Tegla Loroupe, the Chef de Mission for the Olympic Refugee Team, says athletes who have decided to stay in Europe rather than return to the training camp in Kenya ‘cannot’ compete in Tokyo this year.
However the athletes from South Sudan are still hopeful a solution can be found to enable them to run at the delayed Games.
Former world marathon record holder Loroupe is also concerned about the image of the project after the athletes decided to start afresh in Europe.
Kenya’s Loroupe will again take charge of the refugee team made up of competitors from around the globe set to take part in various sports in Tokyo after she led a similar team at the 2016 Games.
“The athletes who stayed in Europe, we feel so bad,” Loroupe told BBC Sport Africa.
“They cannot go [to Tokyo2020] because if you give them the opportunity to run in the Olympics, then you are encouraging more people to do wrong things.”
“What they did has blocked other athletes from getting visas, because now nobody trusts the other refugees. They do not see that they leave a very bad image. They kill the trust.”
At the Rio Olympics the refugee team consisted of 10 athletes (five originally from South Sudan, one from Ethiopia and two each from DR Congo and Syria) competing in athletics, judo and swimming.
Loroupe says endorsing athletes who have left Kenya for Europe by selecting them the refugee team going to Tokyo could also damage the future of the project, especially for African competitors.
“We could lose some of the partners, which is not good for the project and the upcoming athletes,” she pointed out.
“The government and embassies are also partners, it’s like you are just playing around with the support of the nation.”
Sponsors of the refugee team project include the International Olympic Committee, the United Nations Human Rights Commission (UNHCR) and the governments of France, Kenya and Qatar.
Still hopeful
One of the athletes who has chosen a fresh start is 800 metre runner Gai Nyang and he is still hopeful of earning a place on the Refugee Team for Tokyo.
“I want a solution to the impasse that works for the refugees living there, the Kenyan people and the Kenyan government,” he told BBC Sport Africa.
“I can run 800 metres in 1.48 now, which is just three seconds short of world-class.
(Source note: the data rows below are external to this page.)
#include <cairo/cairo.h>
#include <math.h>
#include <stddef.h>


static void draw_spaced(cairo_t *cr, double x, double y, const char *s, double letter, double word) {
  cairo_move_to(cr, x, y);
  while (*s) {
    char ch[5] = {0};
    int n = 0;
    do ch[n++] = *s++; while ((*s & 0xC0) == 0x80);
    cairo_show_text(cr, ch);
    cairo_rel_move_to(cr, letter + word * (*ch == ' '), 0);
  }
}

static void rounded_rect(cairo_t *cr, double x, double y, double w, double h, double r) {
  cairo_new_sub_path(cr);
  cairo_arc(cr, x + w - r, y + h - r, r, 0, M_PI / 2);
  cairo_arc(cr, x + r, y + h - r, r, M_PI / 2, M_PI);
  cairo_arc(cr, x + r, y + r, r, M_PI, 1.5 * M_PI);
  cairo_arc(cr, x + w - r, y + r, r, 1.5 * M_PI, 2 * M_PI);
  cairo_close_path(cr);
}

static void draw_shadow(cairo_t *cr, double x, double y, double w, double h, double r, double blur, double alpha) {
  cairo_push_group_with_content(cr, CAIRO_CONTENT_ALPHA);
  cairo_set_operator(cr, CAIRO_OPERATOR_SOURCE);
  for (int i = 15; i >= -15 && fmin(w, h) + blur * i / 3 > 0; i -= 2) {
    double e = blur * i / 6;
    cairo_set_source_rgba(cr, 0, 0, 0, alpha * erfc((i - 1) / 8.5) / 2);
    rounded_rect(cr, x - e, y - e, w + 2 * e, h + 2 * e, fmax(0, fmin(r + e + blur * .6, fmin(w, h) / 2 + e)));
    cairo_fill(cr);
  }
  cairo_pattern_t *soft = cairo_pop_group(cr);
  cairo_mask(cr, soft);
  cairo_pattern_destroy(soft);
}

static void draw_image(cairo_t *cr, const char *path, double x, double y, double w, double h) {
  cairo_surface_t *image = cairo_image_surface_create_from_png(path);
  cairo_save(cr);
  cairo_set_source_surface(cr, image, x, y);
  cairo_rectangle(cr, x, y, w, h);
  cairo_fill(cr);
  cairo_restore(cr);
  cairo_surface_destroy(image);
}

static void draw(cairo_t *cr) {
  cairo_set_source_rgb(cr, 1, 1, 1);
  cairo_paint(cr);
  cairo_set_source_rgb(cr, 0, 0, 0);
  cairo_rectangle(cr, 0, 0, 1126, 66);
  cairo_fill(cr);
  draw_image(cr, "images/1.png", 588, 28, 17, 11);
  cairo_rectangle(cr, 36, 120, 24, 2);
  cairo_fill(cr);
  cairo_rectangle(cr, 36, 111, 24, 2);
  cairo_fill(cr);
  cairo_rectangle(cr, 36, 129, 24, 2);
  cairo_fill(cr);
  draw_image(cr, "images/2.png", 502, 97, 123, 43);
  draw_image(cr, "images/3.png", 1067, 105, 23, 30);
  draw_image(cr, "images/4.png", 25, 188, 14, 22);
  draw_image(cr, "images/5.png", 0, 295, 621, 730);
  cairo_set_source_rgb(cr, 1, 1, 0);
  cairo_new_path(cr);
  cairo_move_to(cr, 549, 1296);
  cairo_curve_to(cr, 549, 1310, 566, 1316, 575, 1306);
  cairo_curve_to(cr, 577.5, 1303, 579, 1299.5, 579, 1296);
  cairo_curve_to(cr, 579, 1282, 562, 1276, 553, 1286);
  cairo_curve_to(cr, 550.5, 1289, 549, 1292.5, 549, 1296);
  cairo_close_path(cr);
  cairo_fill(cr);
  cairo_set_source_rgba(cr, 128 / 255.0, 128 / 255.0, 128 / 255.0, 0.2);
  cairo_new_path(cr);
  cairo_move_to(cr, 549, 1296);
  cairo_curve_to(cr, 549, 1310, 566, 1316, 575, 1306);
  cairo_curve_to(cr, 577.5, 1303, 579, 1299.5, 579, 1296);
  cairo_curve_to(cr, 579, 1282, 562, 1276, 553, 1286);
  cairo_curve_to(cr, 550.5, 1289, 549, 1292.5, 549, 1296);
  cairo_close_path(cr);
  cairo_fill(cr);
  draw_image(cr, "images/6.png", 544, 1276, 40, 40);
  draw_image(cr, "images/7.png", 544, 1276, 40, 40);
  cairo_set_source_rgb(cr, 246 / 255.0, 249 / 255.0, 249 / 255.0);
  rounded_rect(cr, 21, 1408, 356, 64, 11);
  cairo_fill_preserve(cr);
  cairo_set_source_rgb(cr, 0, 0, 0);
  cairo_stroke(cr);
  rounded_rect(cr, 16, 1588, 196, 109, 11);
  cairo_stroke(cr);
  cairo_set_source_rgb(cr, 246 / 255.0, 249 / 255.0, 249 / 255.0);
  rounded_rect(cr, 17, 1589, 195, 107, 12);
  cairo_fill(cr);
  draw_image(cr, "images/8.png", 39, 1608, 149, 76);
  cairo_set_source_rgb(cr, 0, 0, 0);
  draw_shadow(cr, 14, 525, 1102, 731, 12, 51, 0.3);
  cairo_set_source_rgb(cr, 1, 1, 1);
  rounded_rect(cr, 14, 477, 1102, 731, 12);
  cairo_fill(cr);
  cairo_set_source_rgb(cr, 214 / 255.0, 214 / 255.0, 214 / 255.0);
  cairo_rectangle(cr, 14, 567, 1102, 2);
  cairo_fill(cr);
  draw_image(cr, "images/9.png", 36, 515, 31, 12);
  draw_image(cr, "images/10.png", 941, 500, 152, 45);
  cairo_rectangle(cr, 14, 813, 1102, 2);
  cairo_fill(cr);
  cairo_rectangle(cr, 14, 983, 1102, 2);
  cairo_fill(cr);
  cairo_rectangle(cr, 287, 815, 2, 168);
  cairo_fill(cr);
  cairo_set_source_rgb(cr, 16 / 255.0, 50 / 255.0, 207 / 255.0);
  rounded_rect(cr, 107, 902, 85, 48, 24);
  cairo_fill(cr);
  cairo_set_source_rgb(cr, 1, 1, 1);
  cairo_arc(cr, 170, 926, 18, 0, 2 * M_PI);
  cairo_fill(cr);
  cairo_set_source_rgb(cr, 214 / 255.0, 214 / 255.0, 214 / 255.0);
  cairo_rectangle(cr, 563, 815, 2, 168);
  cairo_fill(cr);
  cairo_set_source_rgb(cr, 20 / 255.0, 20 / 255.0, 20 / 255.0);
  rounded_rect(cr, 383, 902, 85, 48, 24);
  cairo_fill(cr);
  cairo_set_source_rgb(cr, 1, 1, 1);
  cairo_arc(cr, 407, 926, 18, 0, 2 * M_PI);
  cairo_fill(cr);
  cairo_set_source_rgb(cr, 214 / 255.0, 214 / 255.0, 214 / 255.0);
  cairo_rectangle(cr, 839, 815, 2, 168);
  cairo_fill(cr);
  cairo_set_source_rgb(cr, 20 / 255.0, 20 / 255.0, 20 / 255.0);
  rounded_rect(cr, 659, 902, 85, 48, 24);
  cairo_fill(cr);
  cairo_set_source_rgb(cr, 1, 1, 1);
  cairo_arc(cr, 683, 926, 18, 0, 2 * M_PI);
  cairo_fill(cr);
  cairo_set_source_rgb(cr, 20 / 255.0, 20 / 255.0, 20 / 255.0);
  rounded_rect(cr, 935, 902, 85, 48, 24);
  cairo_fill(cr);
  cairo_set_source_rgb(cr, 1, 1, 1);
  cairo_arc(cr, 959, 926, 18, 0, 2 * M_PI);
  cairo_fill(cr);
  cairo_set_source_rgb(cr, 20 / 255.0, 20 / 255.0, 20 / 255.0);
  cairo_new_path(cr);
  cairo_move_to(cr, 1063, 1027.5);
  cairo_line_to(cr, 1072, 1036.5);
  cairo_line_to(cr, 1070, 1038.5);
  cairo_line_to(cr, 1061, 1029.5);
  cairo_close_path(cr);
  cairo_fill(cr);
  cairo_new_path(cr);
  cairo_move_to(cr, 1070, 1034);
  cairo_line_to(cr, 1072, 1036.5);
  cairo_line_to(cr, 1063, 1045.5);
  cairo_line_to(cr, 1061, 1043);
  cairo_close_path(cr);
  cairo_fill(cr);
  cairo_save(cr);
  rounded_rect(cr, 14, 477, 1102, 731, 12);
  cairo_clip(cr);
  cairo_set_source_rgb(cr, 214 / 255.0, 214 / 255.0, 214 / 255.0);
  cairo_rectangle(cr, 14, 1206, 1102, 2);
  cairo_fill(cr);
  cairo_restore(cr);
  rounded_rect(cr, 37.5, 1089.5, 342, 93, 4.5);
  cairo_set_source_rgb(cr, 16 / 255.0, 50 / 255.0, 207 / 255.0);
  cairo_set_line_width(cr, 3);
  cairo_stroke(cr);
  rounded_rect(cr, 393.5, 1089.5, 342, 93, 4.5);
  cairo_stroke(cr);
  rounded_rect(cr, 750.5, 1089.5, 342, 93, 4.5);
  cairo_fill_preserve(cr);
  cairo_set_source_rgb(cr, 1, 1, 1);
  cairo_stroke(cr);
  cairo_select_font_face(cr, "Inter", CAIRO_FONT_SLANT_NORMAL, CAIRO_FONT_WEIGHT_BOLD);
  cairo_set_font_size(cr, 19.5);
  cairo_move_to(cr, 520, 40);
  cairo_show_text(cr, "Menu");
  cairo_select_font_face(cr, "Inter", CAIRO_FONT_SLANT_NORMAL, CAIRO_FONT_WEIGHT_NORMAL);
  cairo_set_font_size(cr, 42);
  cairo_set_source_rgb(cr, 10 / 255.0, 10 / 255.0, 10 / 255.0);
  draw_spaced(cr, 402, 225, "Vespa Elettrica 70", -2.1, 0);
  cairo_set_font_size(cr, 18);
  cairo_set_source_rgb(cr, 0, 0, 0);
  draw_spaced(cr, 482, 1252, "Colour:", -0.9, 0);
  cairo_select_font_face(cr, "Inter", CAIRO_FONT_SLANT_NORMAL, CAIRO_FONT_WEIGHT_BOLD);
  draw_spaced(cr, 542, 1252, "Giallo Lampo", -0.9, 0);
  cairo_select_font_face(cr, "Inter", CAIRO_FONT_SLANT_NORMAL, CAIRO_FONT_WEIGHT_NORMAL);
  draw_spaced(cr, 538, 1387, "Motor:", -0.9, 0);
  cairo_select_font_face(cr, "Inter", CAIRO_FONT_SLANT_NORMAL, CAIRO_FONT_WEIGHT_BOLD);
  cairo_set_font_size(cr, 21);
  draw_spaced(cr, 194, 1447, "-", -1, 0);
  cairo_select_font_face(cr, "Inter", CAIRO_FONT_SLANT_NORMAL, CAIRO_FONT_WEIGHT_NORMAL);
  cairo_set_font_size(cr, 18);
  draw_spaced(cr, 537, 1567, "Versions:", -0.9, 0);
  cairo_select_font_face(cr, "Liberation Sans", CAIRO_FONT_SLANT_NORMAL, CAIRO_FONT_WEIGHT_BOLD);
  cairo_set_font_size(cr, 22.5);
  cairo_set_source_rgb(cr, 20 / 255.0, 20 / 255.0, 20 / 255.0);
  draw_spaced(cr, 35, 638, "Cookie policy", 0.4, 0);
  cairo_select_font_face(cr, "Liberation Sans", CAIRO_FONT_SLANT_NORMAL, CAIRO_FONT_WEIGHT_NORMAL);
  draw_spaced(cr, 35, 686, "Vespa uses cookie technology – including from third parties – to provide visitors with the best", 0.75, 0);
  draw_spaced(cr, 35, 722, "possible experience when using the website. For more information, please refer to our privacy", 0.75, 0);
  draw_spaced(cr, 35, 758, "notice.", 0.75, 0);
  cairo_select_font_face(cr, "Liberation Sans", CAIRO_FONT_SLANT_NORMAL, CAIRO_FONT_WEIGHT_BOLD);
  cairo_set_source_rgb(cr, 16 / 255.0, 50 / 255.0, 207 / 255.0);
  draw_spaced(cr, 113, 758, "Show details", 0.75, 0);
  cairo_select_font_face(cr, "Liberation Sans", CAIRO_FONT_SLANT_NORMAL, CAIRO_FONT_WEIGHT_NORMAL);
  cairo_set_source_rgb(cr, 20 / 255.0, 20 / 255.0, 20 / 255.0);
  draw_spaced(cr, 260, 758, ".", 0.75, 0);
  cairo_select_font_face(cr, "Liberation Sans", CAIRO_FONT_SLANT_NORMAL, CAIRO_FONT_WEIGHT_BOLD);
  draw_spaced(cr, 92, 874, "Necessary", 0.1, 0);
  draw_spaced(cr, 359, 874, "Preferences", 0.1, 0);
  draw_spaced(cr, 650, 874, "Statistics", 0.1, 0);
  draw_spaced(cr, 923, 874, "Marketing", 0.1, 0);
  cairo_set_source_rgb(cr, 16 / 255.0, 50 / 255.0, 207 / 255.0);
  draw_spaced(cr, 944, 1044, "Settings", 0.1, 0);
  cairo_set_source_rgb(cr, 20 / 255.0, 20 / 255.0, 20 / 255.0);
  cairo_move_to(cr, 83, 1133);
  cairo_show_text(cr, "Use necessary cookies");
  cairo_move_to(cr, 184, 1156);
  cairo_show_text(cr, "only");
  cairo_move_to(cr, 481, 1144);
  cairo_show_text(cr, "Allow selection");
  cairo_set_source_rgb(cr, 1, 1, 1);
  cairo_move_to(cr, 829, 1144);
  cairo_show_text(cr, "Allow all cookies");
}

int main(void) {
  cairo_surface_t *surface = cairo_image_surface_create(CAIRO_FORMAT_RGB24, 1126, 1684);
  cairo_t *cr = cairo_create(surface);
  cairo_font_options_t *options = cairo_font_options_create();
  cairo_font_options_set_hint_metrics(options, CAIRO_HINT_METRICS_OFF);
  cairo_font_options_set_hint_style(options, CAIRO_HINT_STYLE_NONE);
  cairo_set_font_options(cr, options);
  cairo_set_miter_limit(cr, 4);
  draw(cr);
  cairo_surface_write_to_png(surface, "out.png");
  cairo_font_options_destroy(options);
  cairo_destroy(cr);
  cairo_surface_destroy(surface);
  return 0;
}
The athletes in the refugee team camp are never told they have to make an official (qualifying) time, just to ‘go faster’ to have a chance of winning a Games slot.
“The dream of all the athletes in the refugee team is not just to go to the Olympics, but to qualify through achieving the standards demanded of the regular athletes. Then to have a life beyond that.”
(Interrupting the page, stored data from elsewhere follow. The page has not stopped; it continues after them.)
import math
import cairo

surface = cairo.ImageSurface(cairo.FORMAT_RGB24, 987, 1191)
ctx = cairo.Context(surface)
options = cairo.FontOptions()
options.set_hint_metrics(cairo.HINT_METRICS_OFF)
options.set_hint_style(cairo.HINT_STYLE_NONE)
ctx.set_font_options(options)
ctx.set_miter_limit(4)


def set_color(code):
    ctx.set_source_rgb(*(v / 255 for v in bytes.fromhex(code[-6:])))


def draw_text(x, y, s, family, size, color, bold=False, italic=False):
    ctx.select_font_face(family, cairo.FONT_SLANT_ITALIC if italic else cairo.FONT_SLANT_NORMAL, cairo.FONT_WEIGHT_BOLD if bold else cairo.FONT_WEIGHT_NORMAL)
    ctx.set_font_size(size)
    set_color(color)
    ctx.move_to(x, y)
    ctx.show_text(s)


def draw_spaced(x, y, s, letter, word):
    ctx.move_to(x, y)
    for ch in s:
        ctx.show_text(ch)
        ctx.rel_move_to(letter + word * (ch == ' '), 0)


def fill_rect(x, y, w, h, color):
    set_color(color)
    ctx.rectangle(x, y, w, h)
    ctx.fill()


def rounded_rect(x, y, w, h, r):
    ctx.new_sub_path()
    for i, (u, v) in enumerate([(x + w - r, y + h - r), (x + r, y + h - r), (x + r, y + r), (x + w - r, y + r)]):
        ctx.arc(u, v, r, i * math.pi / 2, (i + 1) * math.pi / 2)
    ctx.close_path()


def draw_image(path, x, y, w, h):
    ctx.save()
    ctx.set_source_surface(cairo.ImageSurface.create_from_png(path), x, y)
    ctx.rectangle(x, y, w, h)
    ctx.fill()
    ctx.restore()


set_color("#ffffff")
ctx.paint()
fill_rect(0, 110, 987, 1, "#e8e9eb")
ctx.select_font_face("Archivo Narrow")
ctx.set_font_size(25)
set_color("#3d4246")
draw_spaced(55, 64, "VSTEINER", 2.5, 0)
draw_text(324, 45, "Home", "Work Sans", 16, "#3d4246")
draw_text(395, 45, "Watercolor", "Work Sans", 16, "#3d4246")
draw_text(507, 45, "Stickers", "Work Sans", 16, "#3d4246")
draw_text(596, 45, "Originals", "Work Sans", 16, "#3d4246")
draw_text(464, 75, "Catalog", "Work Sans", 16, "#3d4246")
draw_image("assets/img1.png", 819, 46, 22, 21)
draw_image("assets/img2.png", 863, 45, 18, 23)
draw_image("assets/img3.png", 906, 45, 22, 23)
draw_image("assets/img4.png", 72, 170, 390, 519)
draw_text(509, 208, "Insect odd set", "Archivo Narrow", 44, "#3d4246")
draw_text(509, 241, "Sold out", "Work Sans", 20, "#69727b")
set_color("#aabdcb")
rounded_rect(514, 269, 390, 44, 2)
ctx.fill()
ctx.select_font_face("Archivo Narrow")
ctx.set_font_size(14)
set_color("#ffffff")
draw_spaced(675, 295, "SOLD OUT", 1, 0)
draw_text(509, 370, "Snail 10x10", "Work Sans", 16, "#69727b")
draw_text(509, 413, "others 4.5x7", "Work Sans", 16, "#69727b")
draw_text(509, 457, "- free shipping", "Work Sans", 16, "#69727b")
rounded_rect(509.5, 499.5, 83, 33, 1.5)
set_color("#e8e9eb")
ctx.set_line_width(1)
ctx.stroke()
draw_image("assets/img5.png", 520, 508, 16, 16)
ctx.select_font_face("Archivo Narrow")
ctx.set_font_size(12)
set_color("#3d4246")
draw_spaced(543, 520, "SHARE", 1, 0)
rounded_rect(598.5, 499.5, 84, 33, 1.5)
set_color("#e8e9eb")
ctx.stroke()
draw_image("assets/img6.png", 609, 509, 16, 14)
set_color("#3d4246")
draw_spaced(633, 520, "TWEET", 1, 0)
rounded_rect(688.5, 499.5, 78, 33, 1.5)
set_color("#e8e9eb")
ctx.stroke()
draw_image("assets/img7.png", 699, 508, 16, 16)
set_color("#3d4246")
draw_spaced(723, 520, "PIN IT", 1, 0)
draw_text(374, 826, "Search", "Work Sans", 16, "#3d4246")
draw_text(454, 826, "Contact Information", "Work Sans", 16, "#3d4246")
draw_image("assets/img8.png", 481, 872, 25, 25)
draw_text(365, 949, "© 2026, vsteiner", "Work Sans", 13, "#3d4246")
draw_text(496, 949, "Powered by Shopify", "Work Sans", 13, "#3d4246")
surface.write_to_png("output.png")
The 29-year-old explained that he decided to stay in Germany after reading of compatriots being kidnapped in the Kenyan capital Nairobi and some of them being forcibly repatriated to South Sudan.
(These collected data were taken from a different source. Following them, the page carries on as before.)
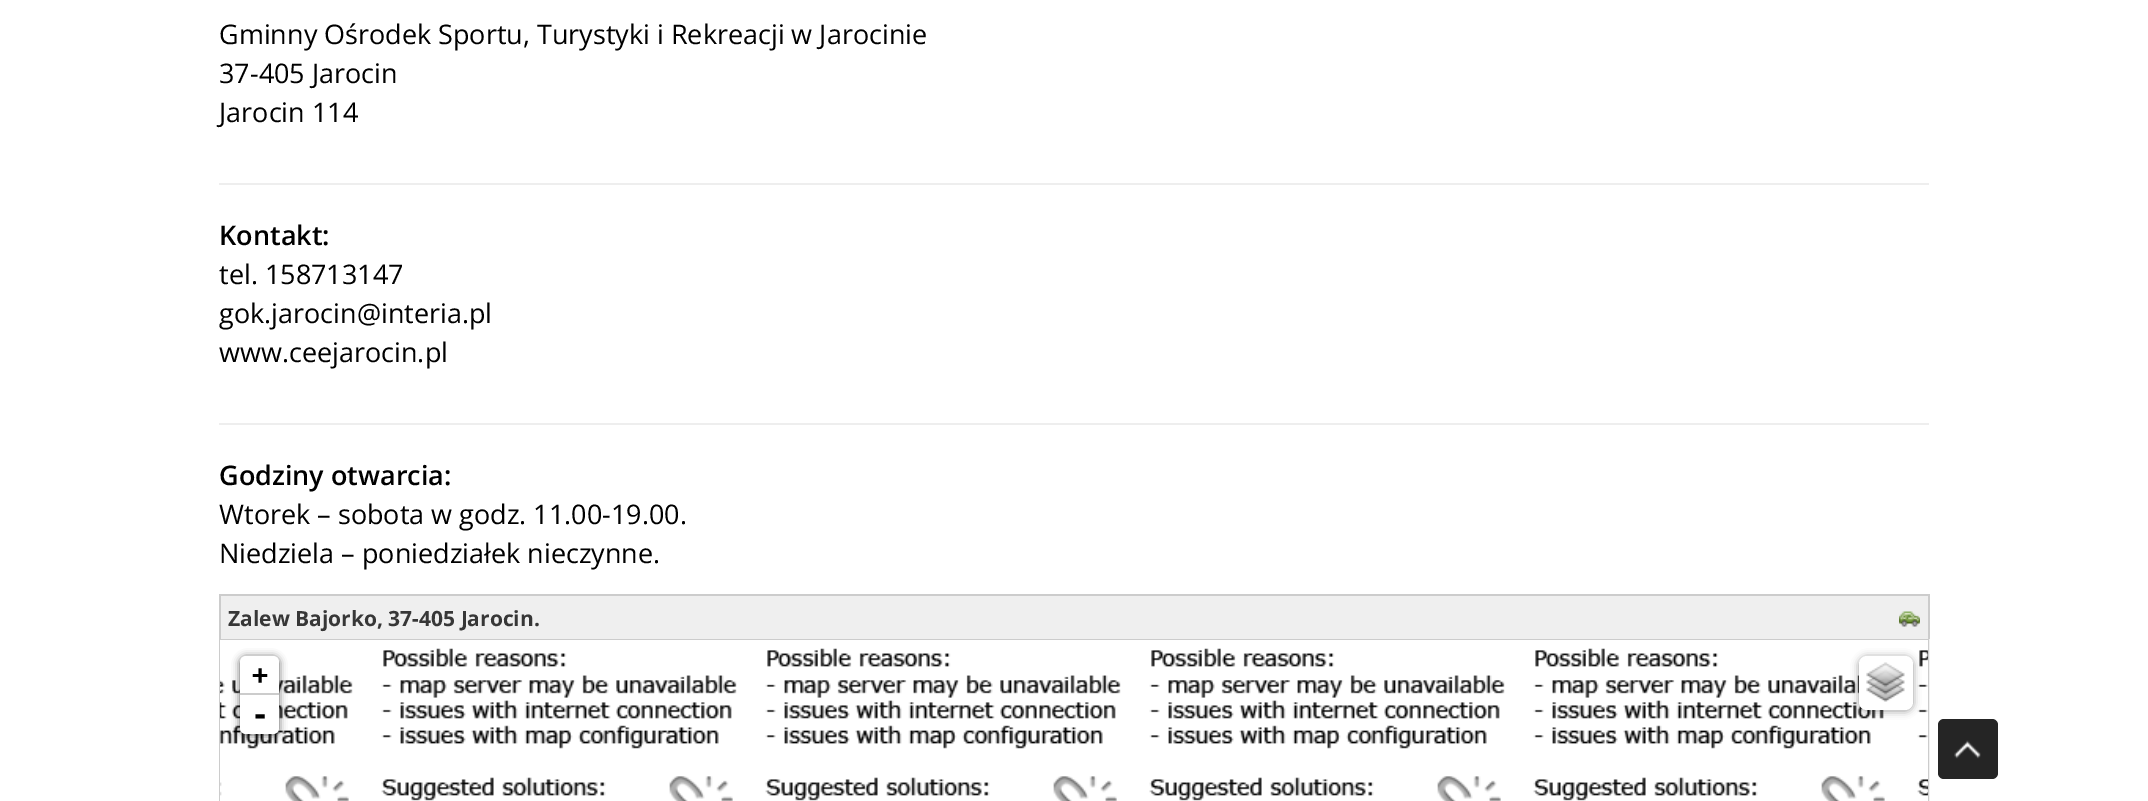 %!PS
<< /PageSize [2148 801] /PageUsesTransparency true >> setpagedevice
/rgb { 3 { 255 div 3 1 roll } repeat setrgbcolor } def
/font { [ exch dup neg 0 0 3 -1 roll 0 0 ] selectfont } def
/alpha { dup .setfillconstantalpha .setstrokeconstantalpha } def
/roundrect { 5 dict begin { /r /h /w /y /x } { exch def } forall
  x r add y moveto x w add y 2 copy h add r arct x w add y h add x 1 index r arct
  x y h add x y r arct x y 2 copy exch w add exch r arct closepath end } def
/shadow { 12 dict begin { /a /b /q /h /w /y /x } { exch def } forall gsave /was 0 def
  9 -2 -9 { dup b mul 4 div /e exch def 1 sub .425 mul 2.718 exch exp 1 add a .99 .min exch div /now exch def
    1 1 now sub 1 was sub div sub alpha /was now def
    w h .min e 2 mul add 0 gt { x e sub y e sub w e 2 mul add h e 2 mul add
      q e add b .6 mul add w h .min 2 div e add .min 0 .max roundrect fill } if } for grestore end } def
/picture { 5 dict begin { /h /w /y /x /name } { exch def } forall
  gsave x y translate w h scale
  w h 8 [w 0 0 h 0 0] name (r) file false 3 colorimage grestore end } def
0 .pushpdf14devicefilter
0 801 translate 1 -1 scale
4 setmiterlimit
255 255 255 rgb
0 0 2148 801 rectfill
[
  [219 183 1710 2 238 238 238]
  [219 423 1710 2 238 238 238]
  [221 596 1707 43 239 239 239]
  [219 594 1710 2 204 204 204]
  [1928 594 2 45 204 204 204]
  [219 594 2 45 204 204 204]
] { aload pop rgb rectfill } forall
(img/1.rgb) 1899 611 21 16 picture
2 setlinewidth
220 640 1708 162 rectstroke
(img/2.rgb) 220 640 146 161 picture
(img/3.rgb) 366 640 384 161 picture
(img/3.rgb) 750 640 384 161 picture
(img/3.rgb) 1134 640 384 161 picture
(img/3.rgb) 1518 640 384 161 picture
(img/4.rgb) 1902 640 26 161 picture
0 0 0 rgb
240 657 39 78 6 4 0.65 shadow
255 255 255 rgb
246 656 moveto 273 656 lineto 276.5 656 279 658.5 279 662 curveto 279 695 lineto 240 695 lineto 240 662 lineto 240 658.5 242.5 656 246 656 curveto closepath fill
204 204 204 rgb
240 693 39 2 rectfill
255 255 255 rgb
240 695 moveto 279 695 lineto 279 728 lineto 279 731.5 276.5 734 273 734 curveto 246 734 lineto 242.5 734 240 731.5 240 728 curveto closepath fill
0 0 0 rgb
1859 657 54 54 8 4 0.4 shadow
255 255 255 rgb
1859 656 54 54 8 roundrect fill
(img/5.rgb) 1866 662 39 40 picture
37 37 37 rgb
1938 719 60 60 6 roundrect fill
(img/6.rgb) 1954 740 27 19 picture
/OpenSans-Regular 27 font
0 0 0 rgb
[
  [(Gminny Ośrodek Sportu, Turystyki i Rekreacji w Jarocinie) 219 44]
  [(37-405 Jarocin) 219 83]
  [(Jarocin 114) 219 122]
] { aload pop moveto show } forall
/OpenSans-SemiBold 27 font
219 245 moveto (Kontakt:) show
/OpenSans-Regular 27 font
[
  [(tel. 158713147) 219 284]
  [(gok.jarocin@interia.pl) 219 323]
  [(www.ceejarocin.pl) 219 362]
] { aload pop moveto show } forall
/OpenSans-SemiBold 27 font
219 485 moveto (Godziny otwarcia:) show
/OpenSans-Regular 27 font
219 524 moveto (Wtorek – sobota w godz. 11.00-19.00.) show
219 563 moveto (Niedziela – poniedziałek nieczynne.) show
/OpenSans-Bold 21 font
55 55 55 rgb
228 626 moveto (Zalew Bajorko, 37-405 Jarocin.) show
/DejaVuSansMono-Bold 27 font
0 0 0 rgb
252 684 moveto (+) show
/DejaVuSansMono-Bold 30 font
251 725 moveto (-) show
.poppdf14devicefilter showpage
Loroupe however does not believe that the South Sudanese athletes had anything to fear from staying at the Ngong training camp near Nairobi or even from returning home.
Nyang says he will “always be grateful to Kenya for hosting me” but wants greater awareness that the status of refugees is insecure in the country he attempted to make his home.
“Being a refugee means different things in different countries and in Kenya there is no ‘contract’ that says once you have been there for a certain amount of time you can become a citizen,” he pointed out.
“I hope to one day be a citizen of Germany, not always a refugee somewhere.
“Here in Germany I can speak freely about the president of South Sudan, but I did not feel safe to do so in Kenya. I took the decision to save my own life before it was too late.”
Other athletes scouted by Loroupe from the huge Kakuma refugee camp near her home on the border with South Sudan have left for Switzerland and the United Kingdom respectively.
The decision by the athletes to stay away from Kenya has left Loroupe disappointed as she says her proudest achievement was not as an athlete but being “one of the first in sport to recognise the plight of refugees.”
She also believes that the refugee team project can “produce leaders” for countries troubled by conflict.
Despite these athletes having decided not to return to Kenya those who have remained still have a chance of making Loroupe’s team heading to Tokyo in July.